Note
Creating a GeoDataFrame from a DataFrame with coordinates#
This example shows how to create a GeoDataFrame when starting from a regular DataFrame that has coordinates either WKT (well-known text) format, or in two columns.
[1]:
import pandas as pd
import geopandas
import matplotlib.pyplot as plt
from geodatasets import get_path
/tmp/ipykernel_3279/3399634584.py:1: DeprecationWarning:
Pyarrow will become a required dependency of pandas in the next major release of pandas (pandas 3.0),
(to allow more performant data types, such as the Arrow string type, and better interoperability with other libraries)
but was not found to be installed on your system.

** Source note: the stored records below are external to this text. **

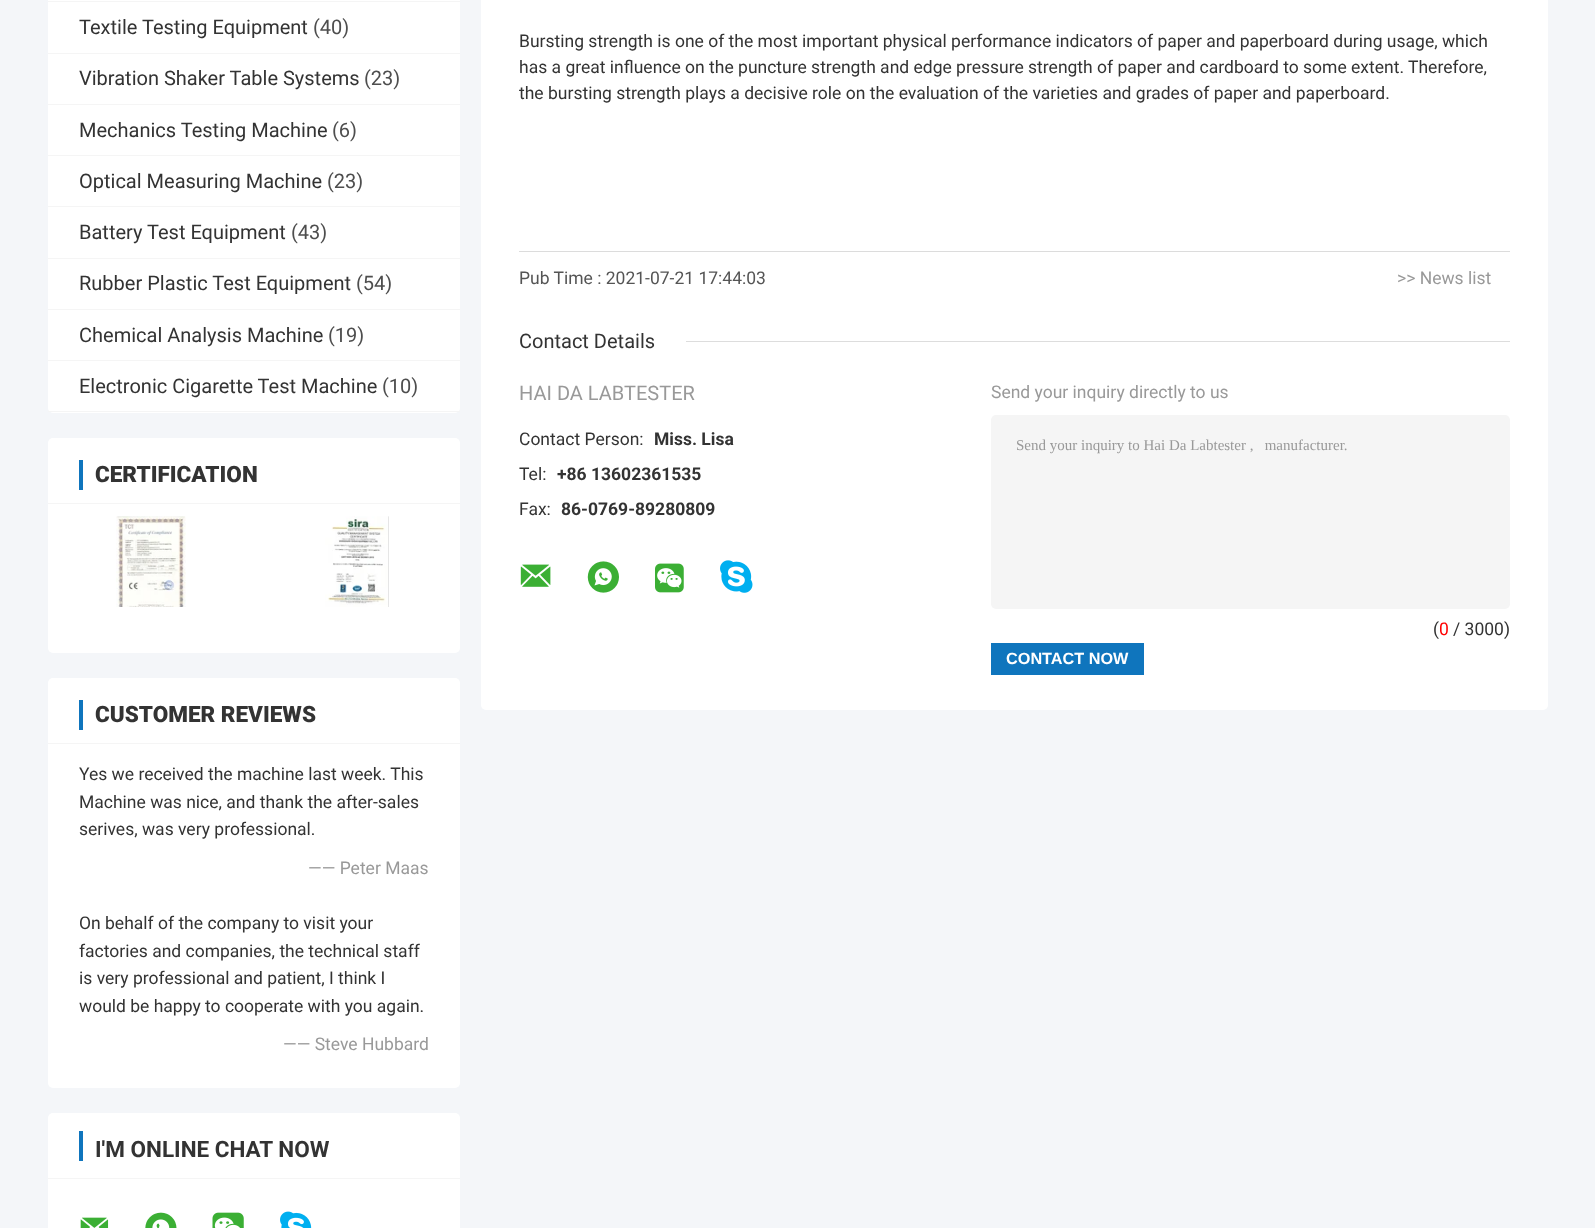 <?xml version="1.0" encoding="UTF-8"?>
<svg xmlns="http://www.w3.org/2000/svg" width="1595" height="1228">
    <rect width="100%" height="100%" fill="#F4F6F9"/>
    <rect x="48" y="-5" width="412" height="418" rx="5" fill="#FFFFFF"/>
    <rect x="48" y="1" width="412" height="1" fill="#F5F5F5"/>
    <rect x="48" y="53" width="412" height="1" fill="#F5F5F5"/>
    <text x="79" y="34" font-family="Roboto" font-size="20" fill="#333333">Textile Testing Equipment</text>
    <text x="313" y="34" font-family="Roboto" font-size="20" fill="#4E4E4E">(40)</text>
    <rect x="48" y="104" width="412" height="1" fill="#F5F5F5"/>
    <text x="79" y="85" font-family="Roboto" font-size="20" fill="#333333">Vibration Shaker Table Systems</text>
    <text x="364" y="85" font-family="Roboto" font-size="20" fill="#4E4E4E">(23)</text>
    <rect x="48" y="155" width="412" height="1" fill="#F5F5F5"/>
    <text x="79" y="137" font-family="Roboto" font-size="20" fill="#333333">Mechanics Testing Machine</text>
    <text x="332" y="137" font-family="Roboto" font-size="20" fill="#4E4E4E">(6)</text>
    <rect x="48" y="206" width="412" height="1" fill="#F5F5F5"/>
    <text x="79" y="188" font-family="Roboto" font-size="20" fill="#333333">Optical Measuring Machine</text>
    <text x="327" y="188" font-family="Roboto" font-size="20" fill="#4E4E4E">(23)</text>
    <rect x="48" y="258" width="412" height="1" fill="#F5F5F5"/>
    <text x="79" y="239" font-family="Roboto" font-size="20" fill="#333333">Battery Test Equipment</text>
    <text x="291" y="239" font-family="Roboto" font-size="20" fill="#4E4E4E">(43)</text>
    <rect x="48" y="309" width="412" height="1" fill="#F5F5F5"/>
    <text x="79" y="290" font-family="Roboto" font-size="20" fill="#333333">Rubber Plastic Test Equipment</text>
    <text x="356" y="290" font-family="Roboto" font-size="20" fill="#4E4E4E">(54)</text>
    <rect x="48" y="360" width="412" height="1" fill="#F5F5F5"/>
    <text x="79" y="342" font-family="Roboto" font-size="20" fill="#333333">Chemical Analysis Machine</text>
    <text x="328" y="342" font-family="Roboto" font-size="20" fill="#4E4E4E">(19)</text>
    <rect x="48" y="411" width="412" height="1" fill="#F5F5F5"/>
    <text x="79" y="393" font-family="Roboto" font-size="20" fill="#333333">Electronic Cigarette Test Machine</text>
    <text x="382" y="393" font-family="Roboto" font-size="20" fill="#4E4E4E">(10)</text>
    <rect x="48" y="438" width="412" height="215" rx="5" fill="#FFFFFF"/>
    <rect x="48" y="503" width="412" height="1" fill="#F5F5F5"/>
    <rect x="79" y="460" width="4" height="30" fill="#0F75BD"/>
    <text x="95" y="482" font-family="Roboto" font-size="22.5" font-weight="900" fill="#333333">CERTIFICATION</text>
    <image x="116" y="516" width="70" height="91" href="img_01.png"/>
    <image x="325" y="516" width="64" height="91" href="img_02.png"/>
    <rect x="48" y="678" width="412" height="410" rx="5" fill="#FFFFFF"/>
    <rect x="48" y="743" width="412" height="1" fill="#F5F5F5"/>
    <rect x="79" y="700" width="4" height="30" fill="#0F75BD"/>
    <text x="95" y="722" font-family="Roboto" font-size="22.5" font-weight="900" fill="#333333">CUSTOMER REVIEWS</text>
    <text font-family="Roboto" font-size="17.5" fill="#333333">
        <tspan x="79" y="780">Yes we received the machine last week. This</tspan>
        <tspan x="79" y="808">Machine was nice, and thank the after-sales</tspan>
        <tspan x="79" y="835">serives, was very professional.</tspan>
    </text>
    <text x="308" y="874" font-family="Roboto" font-size="17.5" fill="#999999">—— Peter Maas</text>
    <text font-family="Roboto" font-size="17.5" fill="#333333">
        <tspan x="79" y="929">On behalf of the company to visit your</tspan>
        <tspan x="79" y="957">factories and companies, the technical staff</tspan>
        <tspan x="79" y="984">is very professional and patient, I think I</tspan>
        <tspan x="79" y="1012">would be happy to cooperate with you again.</tspan>
    </text>
    <text x="283" y="1050" font-family="Roboto" font-size="17.5" fill="#999999">—— Steve Hubbard</text>
    <rect x="48" y="1113" width="412" height="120" rx="5" fill="#FFFFFF"/>
    <rect x="48" y="1178" width="412" height="1" fill="#F5F5F5"/>
    <rect x="79" y="1131" width="4" height="30" fill="#0F75BD"/>
    <text x="95" y="1157" font-family="Roboto" font-size="22.5" font-weight="700" fill="#333333">I'M ONLINE CHAT NOW</text>
    <image x="80" y="1217" width="29" height="11" href="img_03.png"/>
    <image x="145" y="1212" width="32" height="16" href="img_04.png"/>
    <image x="212" y="1212" width="32" height="16" href="img_05.png"/>
    <image x="280" y="1211" width="32" height="17" href="img_06.png"/>
    <rect x="481" y="-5" width="1067" height="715" rx="5" fill="#FFFFFF"/>
    <text font-family="Roboto" font-size="17.5" fill="#333333">
        <tspan x="519" y="47">Bursting strength is one of the most important physical performance indicators of paper and paperboard during usage, which</tspan>
        <tspan x="519" y="73">has a great influence on the puncture strength and edge pressure strength of paper and cardboard to some extent. Therefore,</tspan>
        <tspan x="519" y="99">the bursting strength plays a decisive role on the evaluation of the varieties and grades of paper and paperboard.</tspan>
    </text>
    <rect x="519" y="251" width="991" height="1" fill="#DCDCDC"/>
    <text x="519" y="284" font-family="Roboto" font-size="17.5" fill="#555555">Pub Time : 2021-07-21 17:44:03</text>
    <text x="1397" y="284" font-family="Roboto" font-size="17.5" fill="#999999">&gt;&gt; News list</text>
    <text x="519" y="348" font-family="Roboto" font-size="20" fill="#333333">Contact Details</text>
    <rect x="686" y="341" width="824" height="1" fill="#DDDDDD"/>
    <text x="519" y="400" font-family="Roboto" font-size="20" fill="#999999">HAI DA LABTESTER</text>
    <text x="519" y="445" font-family="Roboto" font-size="17.5" fill="#333333">Contact Person:</text>
    <text x="654" y="445" font-family="Roboto" font-size="17.5" font-weight="700" fill="#333333">Miss. Lisa</text>
    <text x="519" y="480" font-family="Roboto" font-size="17.5" fill="#333333">Tel:</text>
    <text x="557" y="480" font-family="Roboto" font-size="17.5" font-weight="700" fill="#333333">+86 13602361535</text>
    <text x="519" y="515" font-family="Roboto" font-size="17.5" fill="#333333">Fax:</text>
    <text x="561" y="515" font-family="Roboto" font-size="17.5" font-weight="700" fill="#333333">86-0769-89280809</text>
    <image x="520" y="564" width="31" height="23" href="img_07.png"/>
    <image x="587" y="561" width="32" height="32" href="img_08.png"/>
    <image x="655" y="563" width="29" height="30" href="img_09.png"/>
    <image x="720" y="560" width="33" height="33" href="img_10.png"/>
    <text x="991" y="398" font-family="Roboto" font-size="17.5" fill="#999999">Send your inquiry directly to us</text>
    <rect x="991" y="415" width="519" height="194" rx="5" fill="#F5F5F5"/>
    <text x="1016" y="450" font-family="Liberation Serif" font-size="15" fill="#999999" xml:space="preserve">Send your inquiry to Hai Da Labtester ,   manufacturer.</text>
    <text x="1433" y="635" font-family="Roboto" font-size="17.5" fill="#333333">(</text>
    <text x="1439" y="635" font-family="Roboto" font-size="17.5" fill="#FF0000">0</text>
    <text x="1453" y="635" font-family="Roboto" font-size="17.5" fill="#333333">/ 3000)</text>
    <rect x="991" y="643" width="153" height="32" fill="#0F75BD"/>
    <text x="1006" y="664" font-family="Liberation Sans" font-size="16.25" font-weight="700" fill="#FFFFFF">CONTACT NOW</text>
</svg>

If this would cause problems for you,
please provide us feedback at https://github.com/pandas-dev/pandas/issues/54466
import pandas as pd
From longitudes and latitudes#
First, let’s consider a DataFrame containing cities and their respective longitudes and latitudes.
[2]:
df = pd.DataFrame(
{
"City": ["Buenos Aires", "Brasilia", "Santiago", "Bogota", "Caracas"],
"Country": ["Argentina", "Brazil", "Chile", "Colombia", "Venezuela"],
"Latitude": [-34.58, -15.78, -33.45, 4.60, 10.48],
"Longitude": [-58.66, -47.91, -70.66, -74.08, -66.86],
}
)
A GeoDataFrame needs a shapely object. We use geopandas points_from_xy() to transform Longitude and Latitude into a list of shapely.Point objects and set it as a geometry while creating the GeoDataFrame. (note that points_from_xy() is an enhanced wrapper for [Point(x, y) for x, y in zip(df.Longitude, df.Latitude)]). The crs value is also set to explicitly state the geometry data defines latitude/ longitude world geodetic degree values. This is
important for the correct interpretation of the data, such as when plotting with data in other formats.
[3]:
gdf = geopandas.GeoDataFrame(
df, geometry=geopandas.points_from_xy(df.Longitude, df.Latitude), crs="EPSG:4326"
)
gdf looks like this :
[4]:
print(gdf.head())
City Country Latitude Longitude geometry
0 Buenos Aires Argentina -34.58 -58.66 POINT (-58.66000 -34.58000)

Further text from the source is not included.